| Task directions |
Extract only the first line of the listing and every line after it up to and including the one with "Give me a JSON". Omit the pictures.

| Records to use |
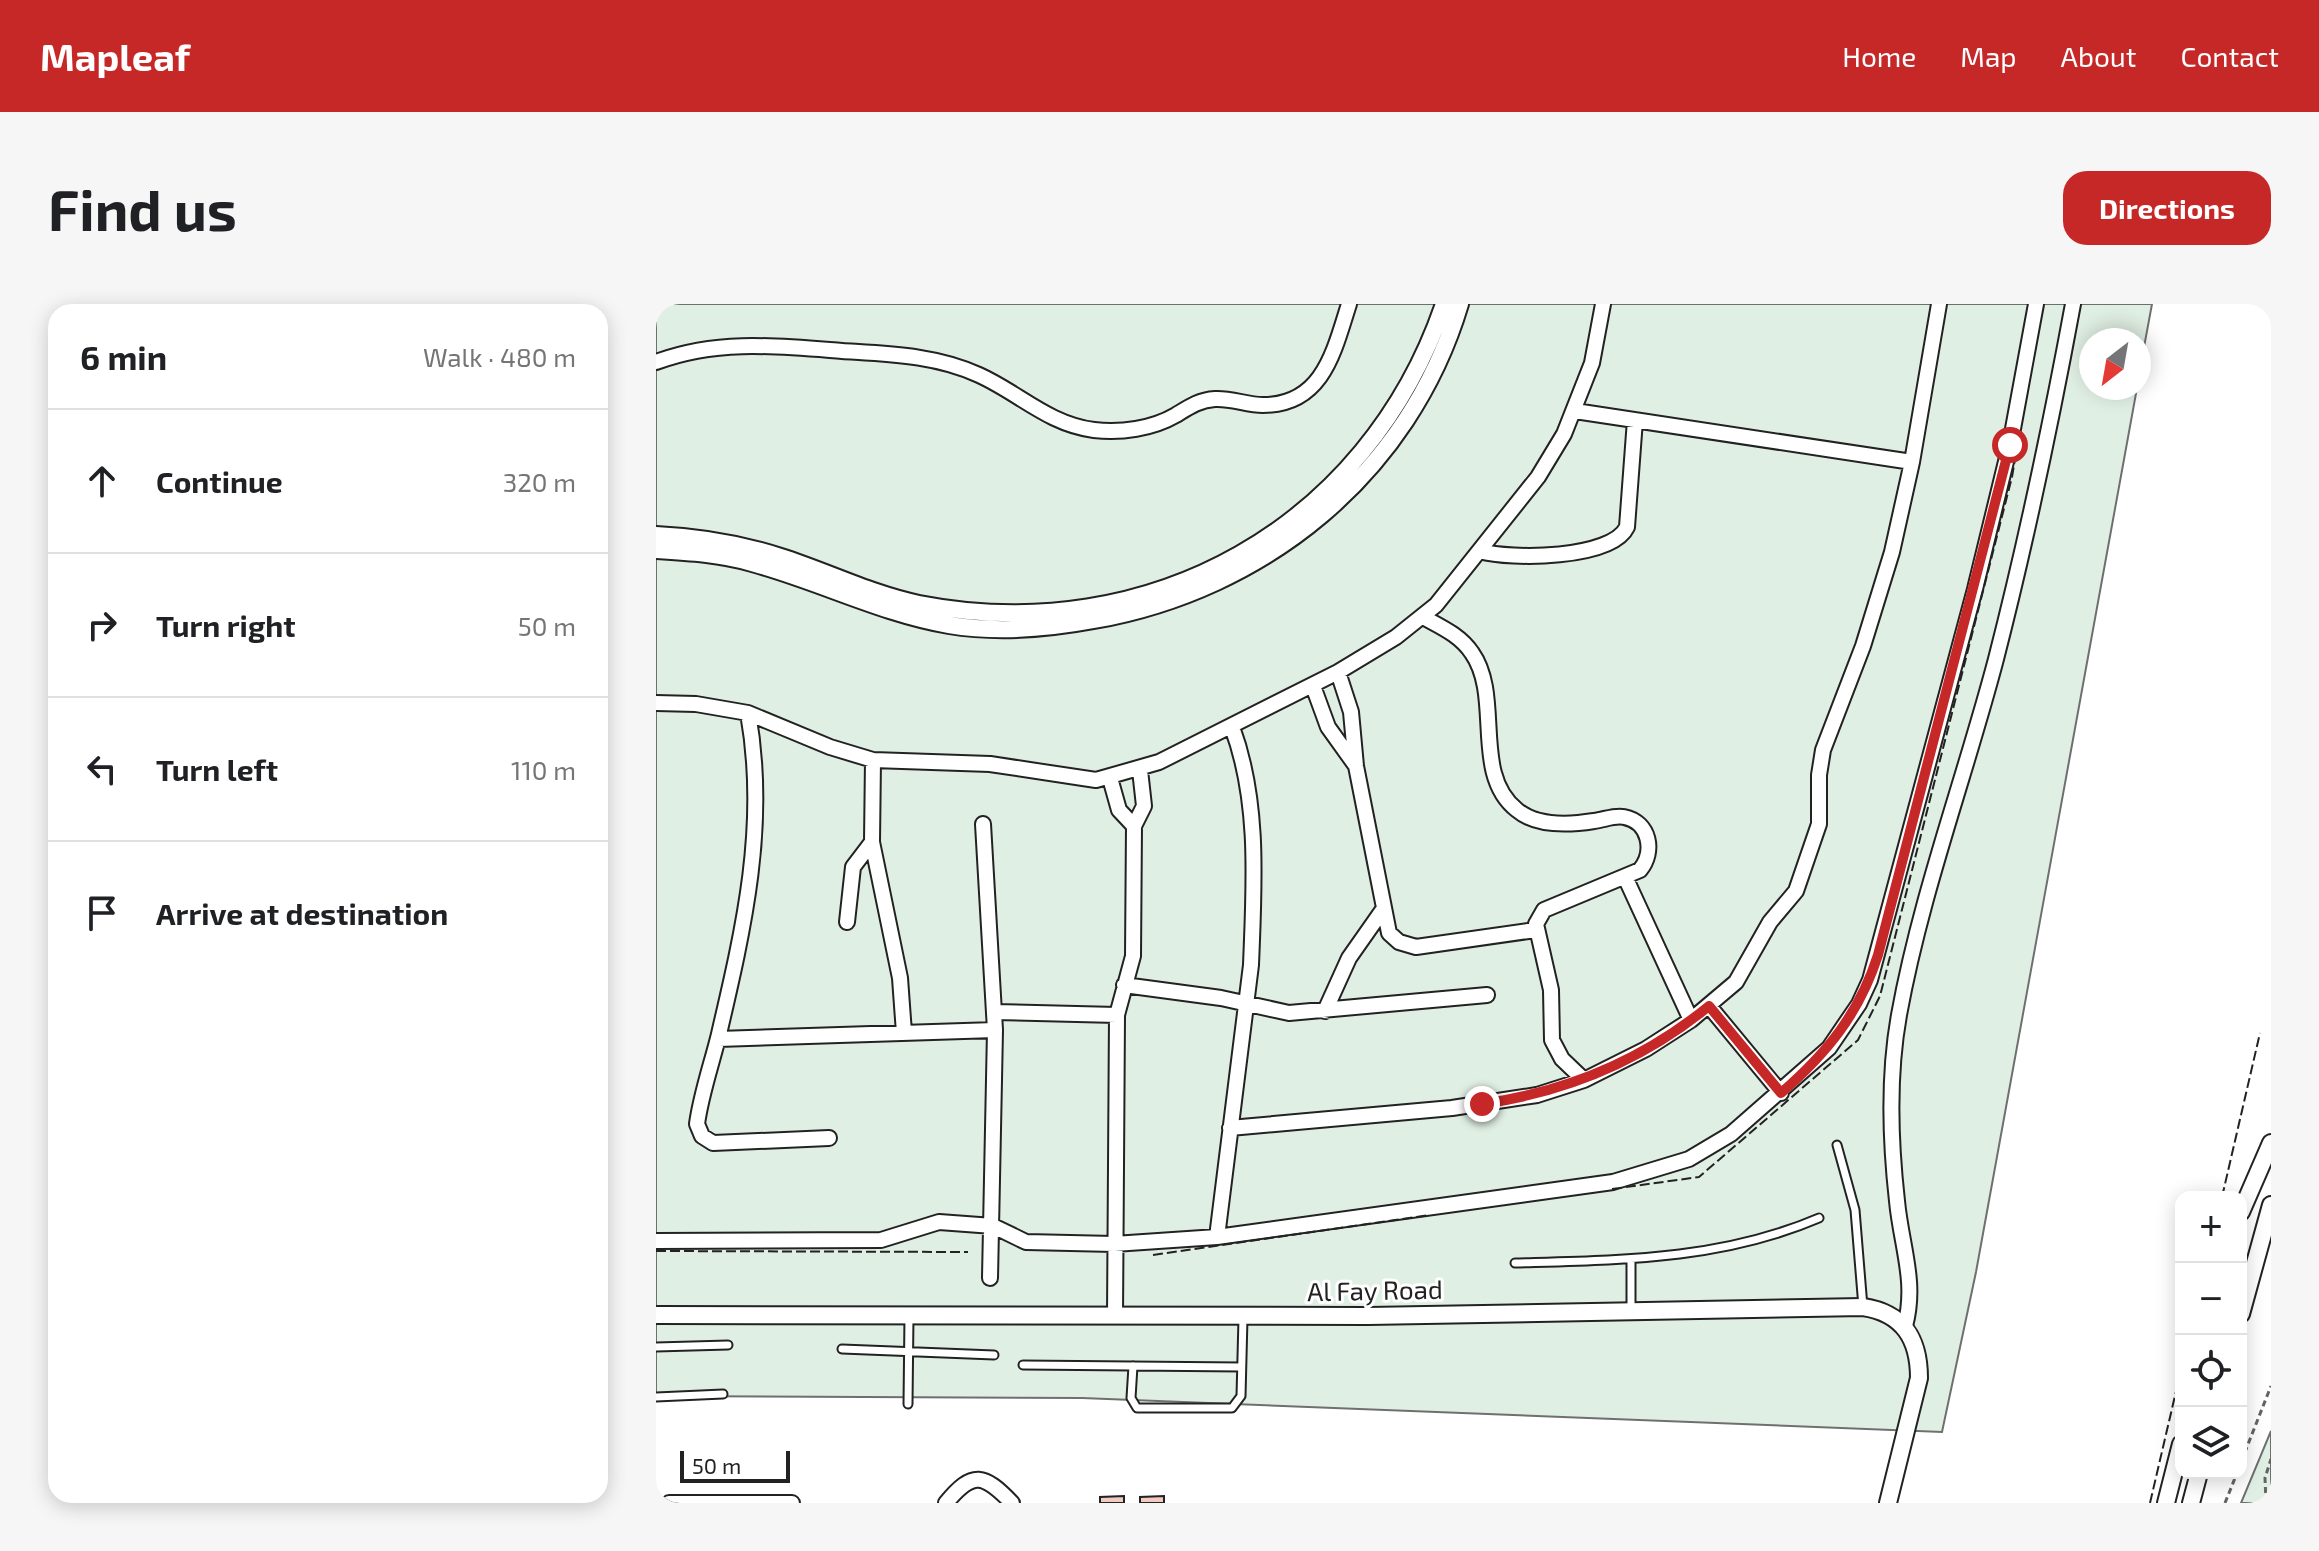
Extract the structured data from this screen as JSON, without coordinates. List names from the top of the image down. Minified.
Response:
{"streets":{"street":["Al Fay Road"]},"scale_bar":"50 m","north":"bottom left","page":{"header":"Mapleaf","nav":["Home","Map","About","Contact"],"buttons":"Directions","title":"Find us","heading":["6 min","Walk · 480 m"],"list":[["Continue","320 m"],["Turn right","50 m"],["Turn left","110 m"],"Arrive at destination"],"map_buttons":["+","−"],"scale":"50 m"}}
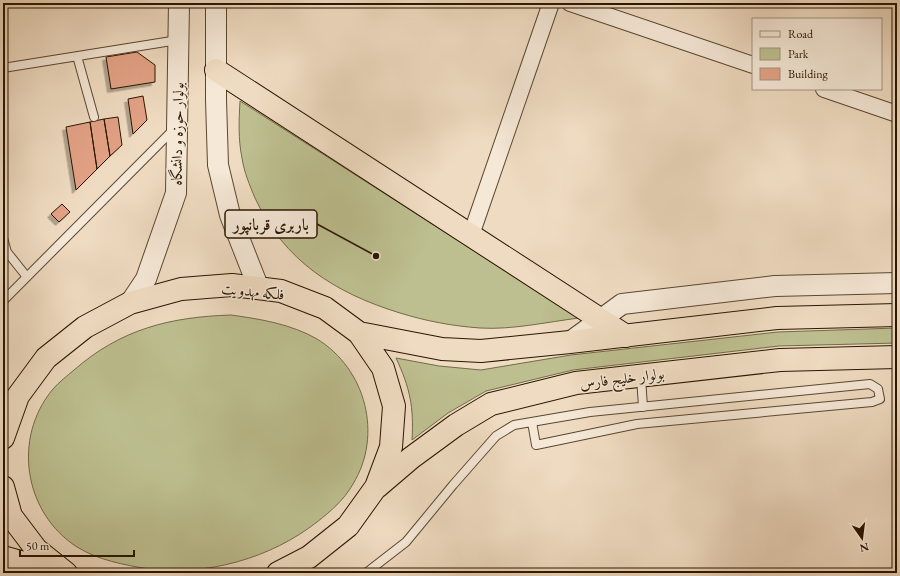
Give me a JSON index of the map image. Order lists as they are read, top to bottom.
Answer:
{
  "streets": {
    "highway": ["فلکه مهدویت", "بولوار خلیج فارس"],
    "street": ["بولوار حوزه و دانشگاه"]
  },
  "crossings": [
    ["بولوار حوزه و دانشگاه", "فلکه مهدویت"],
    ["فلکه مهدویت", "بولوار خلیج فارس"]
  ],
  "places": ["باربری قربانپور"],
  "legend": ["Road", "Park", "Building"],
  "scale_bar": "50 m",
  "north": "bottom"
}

| Answer box |
Extract the structured data from this screen as JSON, without coordinates. List names from the top of the image down. Minified.
Response:
{"streets":{"street":["Al Fay Road"]},"scale_bar":"50 m","north":"bottom left","page":{"header":"Mapleaf","nav":["Home","Map","About","Contact"],"buttons":"Directions","title":"Find us","heading":["6 min","Walk · 480 m"],"list":[["Continue","320 m"],["Turn right","50 m"],["Turn left","110 m"],"Arrive at destination"],"map_buttons":["+","−"],"scale":"50 m"}}
Give me a JSON index of the map image. Order lists as they are read, top to bottom.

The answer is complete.